Avatr Technology Company, the upmarket battery electric vehicle (BEV) manufacturer controlled by Chinese state-owned automaker Changan Automobile Company, has signed a distribution agreement in Egypt with the local Kasrawy Group.
Kasrawy Group, established some 40 years ago, is one of Egypt’s leading automotive companies, with distribution and sales operations for a number of major overseas brands including Toyota, Nissan, Kia, Renault, Citroën, JAC, and AITO, as well as representing Audi and Jaguar Land Rover. The group accounted for an estimated 20% of the Egyptian vehicle market last year, according to reports.
The deal with Kasrawy marks Avatr’s entry into the African automotive market, as part of its ambitious overseas expansion strategy. Parent company Changan Automobile already has a presence in the country and is currently building a local assembly plant near Cairo.
Avatr, which has Chinese battery manufacturer CATL and technology company Huawei as its strategic partners, recently launched sales operations in the United Arab Emirates, Qatar, and Jordan, and is expected to sign further distribution deals in the Middle East and Africa in the next six months.
The company plans to establish sales outlets and officially launch the brand in Egypt within the next three months.
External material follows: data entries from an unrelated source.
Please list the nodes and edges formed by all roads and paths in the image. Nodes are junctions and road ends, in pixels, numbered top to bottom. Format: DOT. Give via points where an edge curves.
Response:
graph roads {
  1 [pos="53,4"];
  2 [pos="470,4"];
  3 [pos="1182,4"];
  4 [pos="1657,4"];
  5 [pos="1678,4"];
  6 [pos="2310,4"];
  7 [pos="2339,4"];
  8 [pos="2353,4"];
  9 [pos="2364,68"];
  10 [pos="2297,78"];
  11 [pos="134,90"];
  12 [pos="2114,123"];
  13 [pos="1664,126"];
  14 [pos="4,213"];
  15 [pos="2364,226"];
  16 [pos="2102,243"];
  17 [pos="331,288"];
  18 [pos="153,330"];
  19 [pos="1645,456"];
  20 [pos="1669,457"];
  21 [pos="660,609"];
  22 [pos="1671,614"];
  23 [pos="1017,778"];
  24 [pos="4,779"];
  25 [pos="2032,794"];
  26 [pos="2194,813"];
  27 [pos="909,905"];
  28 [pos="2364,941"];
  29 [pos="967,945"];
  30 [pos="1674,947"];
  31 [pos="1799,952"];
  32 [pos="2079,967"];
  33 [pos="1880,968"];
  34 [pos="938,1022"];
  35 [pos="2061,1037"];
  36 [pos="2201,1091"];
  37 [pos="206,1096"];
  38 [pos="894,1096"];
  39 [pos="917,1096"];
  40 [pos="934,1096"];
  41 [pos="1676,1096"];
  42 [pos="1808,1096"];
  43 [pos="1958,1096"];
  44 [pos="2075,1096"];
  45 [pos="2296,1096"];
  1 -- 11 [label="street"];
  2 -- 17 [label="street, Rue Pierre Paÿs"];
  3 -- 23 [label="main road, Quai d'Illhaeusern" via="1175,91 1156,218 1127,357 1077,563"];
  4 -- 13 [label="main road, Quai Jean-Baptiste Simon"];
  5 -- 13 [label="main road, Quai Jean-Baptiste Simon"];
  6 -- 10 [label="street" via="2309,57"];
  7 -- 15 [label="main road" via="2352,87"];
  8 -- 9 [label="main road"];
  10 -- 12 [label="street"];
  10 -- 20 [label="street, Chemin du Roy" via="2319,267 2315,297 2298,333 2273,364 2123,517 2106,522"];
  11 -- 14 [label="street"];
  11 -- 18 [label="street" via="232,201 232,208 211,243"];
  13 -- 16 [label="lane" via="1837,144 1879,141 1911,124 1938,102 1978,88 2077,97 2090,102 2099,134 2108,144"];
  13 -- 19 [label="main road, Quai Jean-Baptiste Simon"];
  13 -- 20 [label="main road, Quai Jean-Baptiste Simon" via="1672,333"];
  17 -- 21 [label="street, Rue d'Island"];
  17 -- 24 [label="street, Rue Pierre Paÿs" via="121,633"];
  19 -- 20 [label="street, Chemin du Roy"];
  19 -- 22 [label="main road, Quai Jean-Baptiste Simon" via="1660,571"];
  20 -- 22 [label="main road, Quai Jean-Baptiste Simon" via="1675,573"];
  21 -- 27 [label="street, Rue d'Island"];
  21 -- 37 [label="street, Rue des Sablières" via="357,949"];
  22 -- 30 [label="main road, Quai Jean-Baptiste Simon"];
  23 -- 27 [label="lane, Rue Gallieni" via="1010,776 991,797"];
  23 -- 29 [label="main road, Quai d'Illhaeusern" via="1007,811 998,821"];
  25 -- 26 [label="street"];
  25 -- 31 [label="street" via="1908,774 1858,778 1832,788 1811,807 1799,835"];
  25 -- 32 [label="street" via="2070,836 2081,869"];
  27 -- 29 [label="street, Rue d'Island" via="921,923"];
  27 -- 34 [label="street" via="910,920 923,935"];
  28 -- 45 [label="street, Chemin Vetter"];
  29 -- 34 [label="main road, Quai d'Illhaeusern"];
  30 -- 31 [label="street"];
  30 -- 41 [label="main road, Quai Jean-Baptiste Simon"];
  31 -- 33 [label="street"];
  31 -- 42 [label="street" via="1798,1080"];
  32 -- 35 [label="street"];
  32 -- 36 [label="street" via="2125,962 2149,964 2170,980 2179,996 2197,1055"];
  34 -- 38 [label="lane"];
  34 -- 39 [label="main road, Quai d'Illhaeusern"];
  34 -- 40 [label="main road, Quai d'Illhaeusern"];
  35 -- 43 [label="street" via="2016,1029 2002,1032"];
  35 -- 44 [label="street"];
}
Avatr has four battery-powered models on the market at present, the 06, 07, 011 and its flagship 012, powered by CATL batteries and featuring Huawei’s intelligent systems. The company has approximately 700 outlets in 200 cities in China and is present in 25 overseas markets, with a total of 55 sales outlets. It plans to have a presence in 50 overseas markets by the end of 2025 and enter Europe in 2026.